Here (env.engine.context.input == input) checks whether the user has already selected characters. Then connect this translator to the scheme:

# lizi.schema.yaml
engine:
  # ...
  translators:
    - punct_translator
    - reverse_lookup_translator
    - lua_translator@*top_translator
    # remove the previous table_translator and script_translator
  # ...

# Rename the previous translator: to zhengju:, matching the reference in top_translator.lua
zhengju:
  dictionary: lizi
  prism: lizi

guding:
  dictionary: guding
  initial_quality: 5
  enable_user_dict: false
  enable_sentence: false
  enable_encoder: false
  encode_commit_history: false

Other Problems and More Ideas

Although we implemented a fairly complex double-pinyin auxiliary-code sentence input method with only a small amount of code, practical use still has many small problems. I already have preliminary solutions for some of them; others are still being explored.

  • Character-word code collisions. The full code of "半" is bjbf, which collides with "版本". How should these be separated?
  • Character and word frequency. We are building the character and word dictionaries entirely from scratch, so we cannot use the pronunciation and frequency information from the standard essay corpus.
  • Polyphonic characters and tolerance codes. Suppose a character has \(n\) pronunciations and \(m\) auxiliary codes, one of which is correct and the other \(m-1\) are tolerance codes. Then the character has \(nm\) codes. If a word contains multiple such characters, the word will have especially many encodings.

In addition, after learning what Lua plugins can do, I think Rime can actually implement true "intelligent auxiliary codes": instead of appending auxiliary codes directly after phonetic codes in the dictionary, query and filter dynamically at runtime.
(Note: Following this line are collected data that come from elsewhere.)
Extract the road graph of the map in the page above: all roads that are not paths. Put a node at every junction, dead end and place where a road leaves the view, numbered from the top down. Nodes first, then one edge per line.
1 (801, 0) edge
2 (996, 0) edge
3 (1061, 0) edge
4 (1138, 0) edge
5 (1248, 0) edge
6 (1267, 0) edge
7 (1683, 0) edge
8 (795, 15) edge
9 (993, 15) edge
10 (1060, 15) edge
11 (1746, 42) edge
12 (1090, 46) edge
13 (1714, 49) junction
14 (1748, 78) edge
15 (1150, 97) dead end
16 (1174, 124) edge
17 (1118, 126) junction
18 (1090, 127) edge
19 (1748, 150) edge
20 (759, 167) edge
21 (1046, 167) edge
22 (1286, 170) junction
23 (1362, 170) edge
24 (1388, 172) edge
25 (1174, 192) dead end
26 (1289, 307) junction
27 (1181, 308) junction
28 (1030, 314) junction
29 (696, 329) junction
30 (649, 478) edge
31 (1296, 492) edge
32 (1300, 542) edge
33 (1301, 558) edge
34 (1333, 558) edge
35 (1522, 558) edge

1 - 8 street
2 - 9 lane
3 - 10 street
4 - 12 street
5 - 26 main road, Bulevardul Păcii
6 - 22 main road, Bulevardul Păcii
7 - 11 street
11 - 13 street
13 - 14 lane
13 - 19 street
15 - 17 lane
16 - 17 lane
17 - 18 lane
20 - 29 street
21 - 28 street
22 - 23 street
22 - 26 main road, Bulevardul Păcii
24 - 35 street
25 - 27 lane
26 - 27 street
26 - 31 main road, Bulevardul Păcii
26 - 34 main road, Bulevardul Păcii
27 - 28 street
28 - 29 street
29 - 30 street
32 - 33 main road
This requires manually writing a new translator. The engineering effort is unknown, but I think it is worth trying.

Conclusion

This post described in some detail the core design and implementation of the "modified Ziranma" scheme. As far as I know, Moran is the first double-pinyin plus auxiliary-code scheme that supports sentence input. Its implementation depends on the solid foundation laid by Rime. I hope this post can (1) encourage Rime users with ideas to participate in scheme design, (2) encourage scheme designers with ideas to try Rime, and (3) provide solutions that help people facing similar problems.


1

In general, after removing the radical, the remaining part is a complete readable character. Sometimes the removed part is not itself a character, or is too obscure; Ziranma then takes the largest character component as close to the end as possible.

2

This method attaches auxiliary codes after "characters" rather than after "words", which some people may find less convenient than character/word auxiliary input. However, it strengthens memory of single-character codes, which is advantageous for future single-character input or creating new words.

3

No extra character is needed to enter an "auxiliary-code input state"; you directly type auxiliary-code letters. For example, "码" can be entered directly as MAUM, without pressing Tab, ;, or another non-letter key after MA.